No, you don’t, Nat. But she was trying to help. And when you’re a girl, you do that—say that you envy something about your friend. Build them up. It’s like the insults boys trade, a kind of friend-currency. “I wish I had some of your hips, girl.” Still, I meant it. She was curved in all the right places, and those catlike eyes were just deadly.
In more ways than one.
She grinned, finger-combing her perfectly sleek hair back. “I’ll donate some of my hip then. You can have some tit, too.”
“A tit transplant?” We both cracked up at that, and when she slid her arm through mine and pulled me down the stairs to the subway station I could feel the butt of a gun under her jacket, solid and reassuring. Goose bumps rose up all over me, but they faded by the time Nat swiped her MetroCard twice and we slid on through.
The north end of Central Park near the Pool was green and shaded. The group of about a dozen boys lounging around, a few of them monkeying up in any tree near enough that was big enough to climb, looked just like any other gang of toughs. One or two of them had hoodies, but most of them were just in T-shirts and jeans or khakis, boots and sneakers; the only thing giving them away was the fluid grace of wulfen. They move like they’re shouldering through tall grass, different than djamphir’s eerie quickness. Sunlight coming through the leaves dappled them, and normal people’s eyes wou
ld just slide right over their essential difference.
People are goddamn geniuses at not seeing what they don’t want to see. It’s like the great human trait, along with fighting over abstract principles and craving junk food.
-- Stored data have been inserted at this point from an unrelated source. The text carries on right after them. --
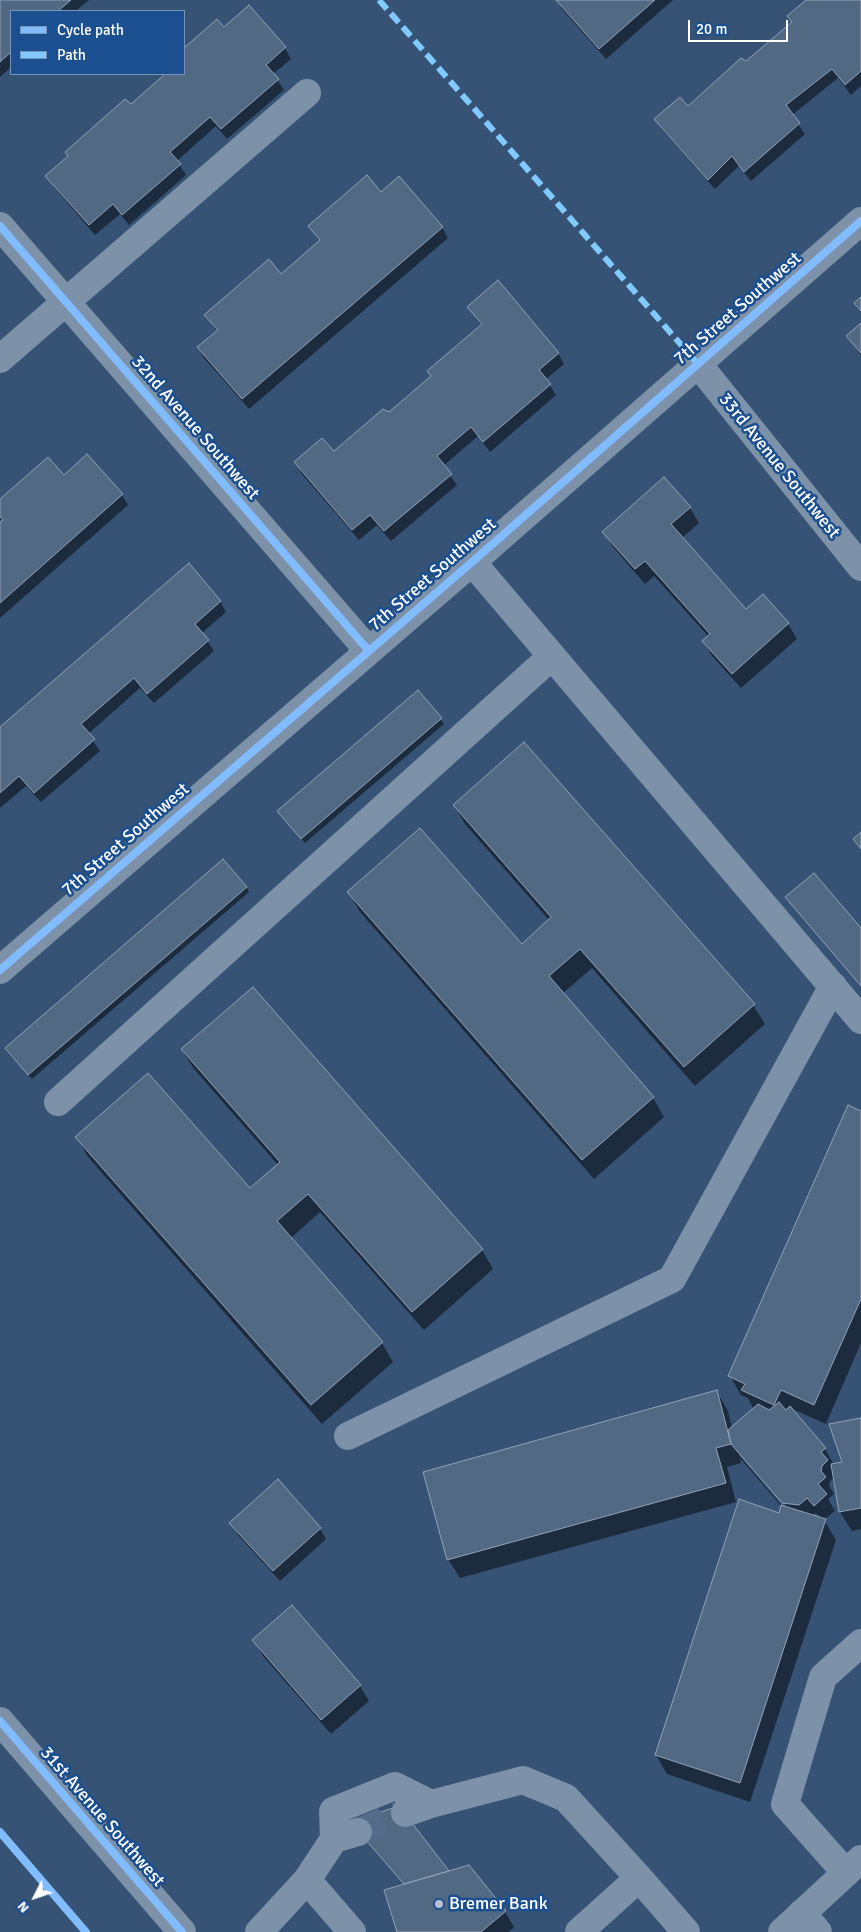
<!DOCTYPE html>
<style>
body{margin:0}
#map{position:relative;width:861px;height:1932px;overflow:hidden;background:#365274;font-family:Signika,sans-serif}
canvas{display:block}
.legend{position:absolute;left:10px;top:10px;width:175px;height:65px;box-sizing:border-box;background:#1b4f8f;border:1px solid #7695bc;margin:0;padding:6px 9px;list-style:none;font-size:15px;color:#fff}
.legend li{display:flex;align-items:center;gap:10px;height:25px}
.legend b{width:25px;border:1px solid #7695bc}
.north{position:absolute;left:10px;top:1872px;width:50px;height:50px;-webkit-text-stroke:4px #1b4f8f;paint-order:stroke;rotate:229deg;font-size:14px;font-weight:700;line-height:20px;text-align:center;color:#fff}
.north::after{content:'';display:block;margin:auto;width:18px;height:22px;background:#fff;clip-path:polygon(50% 0,100% 100%,50% 72%,0 100%)}
.scale{position:absolute;left:688px;top:20px;width:100px;height:22px;box-sizing:border-box;border:2px solid #fff;border-top:0;padding-left:6px;font-size:15px;line-height:18px;white-space:nowrap;color:#fff;-webkit-text-stroke:4px #1b4f8f;paint-order:stroke}
</style>
<div id="map">
<canvas width="861" height="1932"></canvas>
<ul class="legend">
<li><b style="height:6px;background:#80bcff"></b>Cycle path</li>
<li><b style="height:6px;background:#80caff"></b>Path</li>
</ul>
<div class="north">N</div>
<div class="scale">20 m</div>
</div>
<script>
const c = document.querySelector('canvas').getContext('2d');
c.lineJoin = 'round';
function fill(path, color) { c.fillStyle = color; c.fill(path, 'evenodd'); }
const toPath = rows => new Path2D(rows.map(r => 'M' + r).join(''));
function strokePath(path, color, width, dash) { c.strokeStyle = color; c.lineWidth = width; c.lineCap = dash ? 'butt' : 'round'; c.setLineDash(dash || []); c.stroke(path); }
function write(font, color, halo, rows, align = 'center') {
  c.font = font + ' Signika,sans-serif'; c.lineWidth = 5; c.setLineDash([]); c.textBaseline = 'middle'; c.strokeStyle = halo; c.fillStyle = color; for (const [text, x, y, turn = 0] of rows) {
    c.save(); c.translate(x, y); c.rotate((+turn || 0) * Math.PI / 180); c.textAlign = isNaN(turn) ? turn : align; if (halo) c.strokeText(text, 0, 0); c.fillText(text, 0, 0); c.restore();
  }
}
fill(toPath([
 [0,0,89,0,76,11,11,11,11,67,0,77],
 [557,0,673,0,606,59,562,9],
 [808,0,861,0,861,86,851,95,838,78,792,115,805,134,751,181,739,166,715,189,662,129,656,119,687,108,746,63,793,23],
 [249,7,285,48,291,59,273,74,284,90,227,139,216,126,177,161,186,175,129,225,120,214,95,235,53,186,47,176,167,74,184,74,184,50,217,20,224,28],
 [310,226,442,227,448,238,249,409,204,358,198,348,218,332,206,315,281,275,320,242],
 [469,307,558,353,564,364,546,379,556,395,490,452,478,436,443,466,457,485,391,541,377,525,359,540,301,473,295,462,333,453,389,414,432,377,482,326],
 [861,325,861,355,848,336],
 [64,477,122,495,128,505,0,618,0,524,2,522,0,519,0,501],
 [664,478,690,508,699,523,682,538,746,611,788,624,797,639,741,688,712,656,704,641,709,637,654,576,645,584,613,547,604,532],
 [220,601,226,612,202,633,214,651,154,703,140,688,88,734,100,751,41,802,26,786,0,808,0,729],
 [418,692,444,724,305,843,281,816],
 [454,805,753,1005,765,1024,695,1086,592,968,562,994,653,1098,664,1117,594,1179,360,912,349,893,522,945,550,921,465,824],
 [246,887,249,892,32,1079,9,1053,6,1048],
 [182,1050,482,1250,493,1269,424,1330,320,1212,291,1238,382,1343,393,1362,322,1424,88,1157,77,1137,250,1190,278,1165,194,1069],
 [861,1113,861,1343,826,1424,790,1408,825,1449,834,1465,843,1463,861,1419,861,1529,852,1531,840,1512,835,1477,830,1481,829,1485,834,1494,828,1499,835,1511,824,1520,836,1540,750,1802,667,1774,656,1755,782,1507,740,1458,741,1463,727,1467,736,1502,460,1578,448,1559,717,1392,728,1411,732,1428,754,1410,748,1398,741,1395,730,1376],
 [739,1451,787,1507,785,1509,739,1455],
 [833,1465,834,1474,830,1467],
 [816,1513,822,1519,812,1516],
 [278,1481,320,1529,326,1539,280,1581,237,1534,231,1523],
 [292,1607,360,1686,369,1701,331,1734,263,1656,254,1640],
 [354,1827,449,1872,468,1867,505,1912,514,1927,509,1932,398,1932,405,1885]
]), '#0007');
const building = toPath([
 [0,0,71,0,58,11,11,11,11,52,0,62,0,0],
 [556,0,655,0,599,49,556,0],
 [806,0,861,0,861,71,845,85,832,69,786,105,800,123,744,172,732,156,708,180,654,119,680,97,688,106,741,58,746,61,792,22,787,16,806,0],
 [249,5,286,47,266,65,279,79,221,129,210,117,170,152,181,164,122,215,113,204,89,225,45,176,68,156,65,152,125,99,131,104,165,74,184,74,184,48,217,19,224,27,249,5],
 [367,175,381,192,399,176,443,227,242,399,197,347,218,330,204,315,269,259,281,274,320,240,308,226,367,175],
 [498,280,559,353,539,370,551,384,483,442,471,427,437,456,452,474,384,531,370,515,352,530,294,462,322,438,334,451,383,409,389,412,431,376,427,371,482,324,467,307,498,280],
 [861,297,861,311,854,303,861,297],
 [861,323,861,353,846,336,861,323],
 [87,454,123,494,0,603,0,522,3,520,0,517,0,499,48,457,64,475,87,454],
 [664,477,691,507,671,524,746,609,763,594,789,623,732,674,702,641,710,634,645,561,635,569,602,532,664,477],
 [189,563,221,601,195,624,209,640,147,694,134,678,81,724,95,739,34,793,19,776,0,793,0,727,189,563],
 [418,690,442,718,301,839,277,811,418,690],
 [524,742,755,1004,684,1067,580,949,549,976,654,1097,582,1160,347,892,420,828,522,944,551,917,453,805,524,742],
 [861,832,861,849,853,839,861,832],
 [223,859,247,887,28,1075,5,1048,223,859],
 [814,873,861,928,861,986,785,897,814,873],
 [253,987,483,1249,412,1312,308,1194,277,1221,383,1342,311,1405,75,1137,148,1073,250,1188,280,1162,181,1049,253,987],
 [848,1105,861,1111,861,1299,814,1405,781,1390,774,1405,741,1390,745,1384,728,1376,848,1105],
 [717,1390,731,1444,716,1448,726,1483,447,1560,423,1472,717,1390],
 [779,1402,786,1410,790,1406,826,1448,821,1452,828,1460,822,1466,821,1471,826,1477,818,1484,827,1494,814,1506,807,1498,799,1505,782,1503,731,1444,728,1430,758,1404,769,1410,779,1402],
 [861,1418,861,1508,839,1512,831,1464,842,1462,829,1424,861,1418],
 [278,1479,321,1528,273,1571,229,1523,278,1479],
 [739,1499,779,1513,781,1505,826,1519,740,1783,655,1755,739,1499],
 [292,1605,361,1685,321,1720,252,1640,292,1605],
 [399,1806,449,1871,404,1884,350,1822,399,1806],
 [469,1865,506,1911,481,1932,397,1932,384,1890,469,1865]
]);
fill(building, '#526984');
strokePath(building, '#92a2b6', 1);
strokePath(toPath([
 [358,1832,405,1813]
]), '#546c89', 28, [28, 14]);
strokePath(toPath([
 [0,226,368,650],
 [0,359,307,93],
 [698,364,861,567],
 [472,562,861,1020],
 [0,970,472,562,861,221],
 [58,1102,552,656],
 [348,1436,672,1279,833,986],
 [0,1721,182,1932],
 [405,1813,431,1804,523,1780,566,1798,639,1878],
 [334,1839,358,1832],
 [846,1873,785,1804,823,1677,861,1643],
 [307,1880,352,1932],
 [802,1913,818,1932],
 [259,1932,307,1880,334,1839,333,1811,395,1786,431,1804],
 [579,1932,639,1878,686,1932],
 [782,1932,861,1859]
]), '#7d92a8', 28);
strokePath(toPath([
 [379,0,698,364]
]), '#80caff', 6, [12, 6]);
strokePath(toPath([
 [0,226,368,650],
 [0,970,472,562,861,221],
 [0,1721,182,1932],
 [0,1832,86,1932]
]), '#80bcff', 8);
for (const [x, y, r, color] of [
 [439,1904,5,"#b9c2ce"]
]) { const dot = new Path2D(); dot.arc(x, y, r, 0, 2 * Math.PI); c.fillStyle = color; c.fill(dot); strokePath(dot, '#1b4f8f', 2); }
write('18px', '#fff', '#1b4f8f', [
 ["7th Street Southwest",738,309,-41],
 ["32nd Avenue Southwest",195,428,49],
 ["33rd Avenue Southwest",779,466,51],
 ["7th Street Southwest",433,575,-41],
 ["7th Street Southwest",126,840,-41],
 ["31st Avenue Southwest",102,1817,49]
]);
write('18px', '#fff', '#1b4f8f', [
 ["Bremer Bank",449,1904]
], 'left');
</script>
Shanks hauled himself up as soon as we got close. Next to him, shy blond Dibs slowly rose from his crouch, running a hand back through his golden hair. Alex and Gerry tipped us salutes and gave wide toothy grins. The others muttered greetings, or just nodded. The excitement was palpable, what Gran would’ve called the high fidgets, and it ran along my skin like electricity.
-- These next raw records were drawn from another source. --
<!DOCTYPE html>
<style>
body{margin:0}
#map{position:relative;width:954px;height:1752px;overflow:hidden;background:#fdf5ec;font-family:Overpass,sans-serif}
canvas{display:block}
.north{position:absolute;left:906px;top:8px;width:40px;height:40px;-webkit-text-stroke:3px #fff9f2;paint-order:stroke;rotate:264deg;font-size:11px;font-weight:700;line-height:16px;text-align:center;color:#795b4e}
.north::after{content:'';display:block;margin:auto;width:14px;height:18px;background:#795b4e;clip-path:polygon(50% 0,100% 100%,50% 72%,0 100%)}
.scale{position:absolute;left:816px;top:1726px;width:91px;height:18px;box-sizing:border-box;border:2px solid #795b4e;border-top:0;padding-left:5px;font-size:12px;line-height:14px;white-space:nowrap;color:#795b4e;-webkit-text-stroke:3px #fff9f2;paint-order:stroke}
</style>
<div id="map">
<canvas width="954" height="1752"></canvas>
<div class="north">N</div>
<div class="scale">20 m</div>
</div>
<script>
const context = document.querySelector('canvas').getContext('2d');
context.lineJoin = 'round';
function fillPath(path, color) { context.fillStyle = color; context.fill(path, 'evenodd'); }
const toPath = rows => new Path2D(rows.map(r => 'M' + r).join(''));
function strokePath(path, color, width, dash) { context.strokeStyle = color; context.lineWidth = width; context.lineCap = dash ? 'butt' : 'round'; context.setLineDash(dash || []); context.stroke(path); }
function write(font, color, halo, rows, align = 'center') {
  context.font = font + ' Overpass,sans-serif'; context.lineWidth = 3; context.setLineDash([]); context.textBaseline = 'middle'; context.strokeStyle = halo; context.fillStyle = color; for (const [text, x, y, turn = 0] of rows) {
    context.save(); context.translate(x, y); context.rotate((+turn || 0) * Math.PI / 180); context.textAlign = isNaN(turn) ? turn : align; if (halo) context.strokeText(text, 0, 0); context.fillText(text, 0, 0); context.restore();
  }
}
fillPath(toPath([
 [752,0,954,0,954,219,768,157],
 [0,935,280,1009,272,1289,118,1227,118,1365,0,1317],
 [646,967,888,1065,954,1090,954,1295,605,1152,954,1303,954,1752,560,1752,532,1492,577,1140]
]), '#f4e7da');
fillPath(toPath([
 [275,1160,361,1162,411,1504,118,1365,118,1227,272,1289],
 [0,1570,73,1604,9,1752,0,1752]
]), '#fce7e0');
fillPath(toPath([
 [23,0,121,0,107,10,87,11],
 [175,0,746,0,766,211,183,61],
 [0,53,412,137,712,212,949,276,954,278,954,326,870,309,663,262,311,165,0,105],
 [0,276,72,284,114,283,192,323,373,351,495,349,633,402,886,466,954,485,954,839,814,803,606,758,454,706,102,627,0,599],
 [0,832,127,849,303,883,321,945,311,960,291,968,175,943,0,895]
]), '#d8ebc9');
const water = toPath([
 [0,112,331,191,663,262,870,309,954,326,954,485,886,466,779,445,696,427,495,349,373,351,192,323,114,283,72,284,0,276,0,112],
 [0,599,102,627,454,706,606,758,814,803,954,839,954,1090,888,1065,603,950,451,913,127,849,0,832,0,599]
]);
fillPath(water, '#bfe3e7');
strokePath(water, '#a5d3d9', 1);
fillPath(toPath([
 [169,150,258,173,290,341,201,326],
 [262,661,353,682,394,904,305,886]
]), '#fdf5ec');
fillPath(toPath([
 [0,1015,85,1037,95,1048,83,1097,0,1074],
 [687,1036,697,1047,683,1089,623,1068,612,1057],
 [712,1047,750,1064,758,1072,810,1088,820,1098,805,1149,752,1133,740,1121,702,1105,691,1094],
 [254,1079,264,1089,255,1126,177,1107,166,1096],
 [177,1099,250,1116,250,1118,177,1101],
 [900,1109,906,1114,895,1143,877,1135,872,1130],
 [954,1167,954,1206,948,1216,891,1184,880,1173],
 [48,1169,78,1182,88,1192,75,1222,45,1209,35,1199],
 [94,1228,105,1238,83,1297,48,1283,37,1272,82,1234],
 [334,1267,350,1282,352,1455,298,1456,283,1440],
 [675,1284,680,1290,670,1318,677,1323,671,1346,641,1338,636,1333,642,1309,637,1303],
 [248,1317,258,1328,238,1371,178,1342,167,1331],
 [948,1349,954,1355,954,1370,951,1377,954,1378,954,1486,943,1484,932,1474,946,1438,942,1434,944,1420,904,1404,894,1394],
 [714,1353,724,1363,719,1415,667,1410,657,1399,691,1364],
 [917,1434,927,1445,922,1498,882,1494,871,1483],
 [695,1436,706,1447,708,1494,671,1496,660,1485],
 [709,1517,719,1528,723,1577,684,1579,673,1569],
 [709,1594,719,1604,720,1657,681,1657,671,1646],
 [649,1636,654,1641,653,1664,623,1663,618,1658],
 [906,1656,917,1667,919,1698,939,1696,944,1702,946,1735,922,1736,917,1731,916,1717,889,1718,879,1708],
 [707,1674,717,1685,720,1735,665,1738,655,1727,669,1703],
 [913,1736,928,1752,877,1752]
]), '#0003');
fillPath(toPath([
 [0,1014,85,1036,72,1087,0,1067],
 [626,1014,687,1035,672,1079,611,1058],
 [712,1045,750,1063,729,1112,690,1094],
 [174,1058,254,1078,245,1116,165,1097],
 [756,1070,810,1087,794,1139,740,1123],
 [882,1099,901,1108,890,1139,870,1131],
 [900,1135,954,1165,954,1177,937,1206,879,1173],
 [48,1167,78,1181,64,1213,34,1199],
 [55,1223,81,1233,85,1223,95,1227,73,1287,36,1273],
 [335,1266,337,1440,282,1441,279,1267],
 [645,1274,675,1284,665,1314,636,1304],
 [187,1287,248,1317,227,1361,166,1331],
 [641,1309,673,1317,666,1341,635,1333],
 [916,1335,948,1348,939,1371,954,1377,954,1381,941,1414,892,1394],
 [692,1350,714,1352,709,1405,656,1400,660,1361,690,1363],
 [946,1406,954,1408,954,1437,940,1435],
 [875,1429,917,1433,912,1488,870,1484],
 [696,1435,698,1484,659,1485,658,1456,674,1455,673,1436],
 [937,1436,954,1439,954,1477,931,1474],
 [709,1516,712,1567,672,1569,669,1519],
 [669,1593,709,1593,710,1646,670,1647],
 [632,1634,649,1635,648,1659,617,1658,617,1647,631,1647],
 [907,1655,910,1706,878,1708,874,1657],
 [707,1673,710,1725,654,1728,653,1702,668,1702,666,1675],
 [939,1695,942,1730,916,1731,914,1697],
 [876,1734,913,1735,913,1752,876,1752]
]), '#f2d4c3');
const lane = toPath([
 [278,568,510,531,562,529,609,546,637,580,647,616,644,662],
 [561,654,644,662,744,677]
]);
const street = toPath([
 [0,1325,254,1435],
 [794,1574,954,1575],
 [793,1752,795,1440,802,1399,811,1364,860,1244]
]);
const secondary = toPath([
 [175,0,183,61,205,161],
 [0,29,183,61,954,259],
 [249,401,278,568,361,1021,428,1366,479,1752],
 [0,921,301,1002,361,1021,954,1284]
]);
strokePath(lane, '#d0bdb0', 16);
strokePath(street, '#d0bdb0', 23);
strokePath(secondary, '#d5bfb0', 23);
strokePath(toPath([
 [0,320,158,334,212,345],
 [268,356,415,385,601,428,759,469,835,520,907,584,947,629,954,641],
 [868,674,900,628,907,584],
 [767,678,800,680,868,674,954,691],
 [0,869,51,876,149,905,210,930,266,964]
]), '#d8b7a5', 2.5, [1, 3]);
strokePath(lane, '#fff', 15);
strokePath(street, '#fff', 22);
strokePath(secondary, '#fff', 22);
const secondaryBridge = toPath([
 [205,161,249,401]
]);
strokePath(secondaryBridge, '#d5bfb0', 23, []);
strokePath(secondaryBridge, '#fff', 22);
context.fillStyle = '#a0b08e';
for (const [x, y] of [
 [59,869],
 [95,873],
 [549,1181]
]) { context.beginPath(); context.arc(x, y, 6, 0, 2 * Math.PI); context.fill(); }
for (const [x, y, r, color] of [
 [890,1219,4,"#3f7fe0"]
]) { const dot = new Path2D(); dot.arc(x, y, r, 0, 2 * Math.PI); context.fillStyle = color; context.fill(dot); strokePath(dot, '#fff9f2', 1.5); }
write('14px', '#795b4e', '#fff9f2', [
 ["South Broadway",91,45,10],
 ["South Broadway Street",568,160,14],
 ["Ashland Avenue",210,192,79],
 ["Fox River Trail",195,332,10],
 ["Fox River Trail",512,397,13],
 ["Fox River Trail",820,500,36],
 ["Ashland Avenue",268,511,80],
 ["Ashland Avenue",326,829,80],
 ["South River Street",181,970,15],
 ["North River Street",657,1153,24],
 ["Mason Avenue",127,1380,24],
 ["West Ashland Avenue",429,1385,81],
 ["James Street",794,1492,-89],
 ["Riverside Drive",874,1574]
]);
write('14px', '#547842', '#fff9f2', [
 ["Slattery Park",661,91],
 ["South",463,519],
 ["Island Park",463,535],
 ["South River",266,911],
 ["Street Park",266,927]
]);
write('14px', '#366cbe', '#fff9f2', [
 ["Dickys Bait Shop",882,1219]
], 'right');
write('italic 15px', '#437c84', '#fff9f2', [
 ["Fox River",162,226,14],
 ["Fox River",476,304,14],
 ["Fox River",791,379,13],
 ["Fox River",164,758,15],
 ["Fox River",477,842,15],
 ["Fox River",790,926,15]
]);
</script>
“Took you long enough.” Shanks jerked his head, flipping his emo-boy swoosh out of his dark eyes. I swear he has to buy his jeans in grasshopper size. Those legs are unreal. Plus his hands were a little big, and his feet, my God. He was like a puppy growing into its paws. A big, sarcastic puppy.
“You can just bite me,” Nat returned cheerfully, slipping her sunglasses off. “I’ll even mark the spot. Who’s the lucky guy?”
“Our very own Dibsie.” Shanks’s grin stretched, if that were possible. He sized Nat up, dark eyes running appreciatively down her. “Mark that spot, Skyrunner. I’ll set my teeth.”
She waved her fingers, pale-blue polish glittering. “You wish, fleabag. Dibs, man, congrats.”
Dibs was scarlet by now. He looked down at his feet, muttering something, and the other wulfen clustered around us. I knew most of them—Shanks’s loose collection of friends and buddies, familiar faces.
Most of them had been there last night. But they didn’t treat me any differently. Bobby T. gave me a thumbs-up, rolling his shoulders under his leather jacket; on Nat’s other side slim dark Pablo crouched in an acid-green Lucky Charms T-shirt, the change rippling just under his skin. Gerry hopped on his toes once, twice, his brunet curls bouncing. They were all excited.
“All right, rules!” Shanks didn’t have to raise his voice. Everyone just went still and listened. As wulfen went, he was pretty dom. Dominant, that is. Alpha.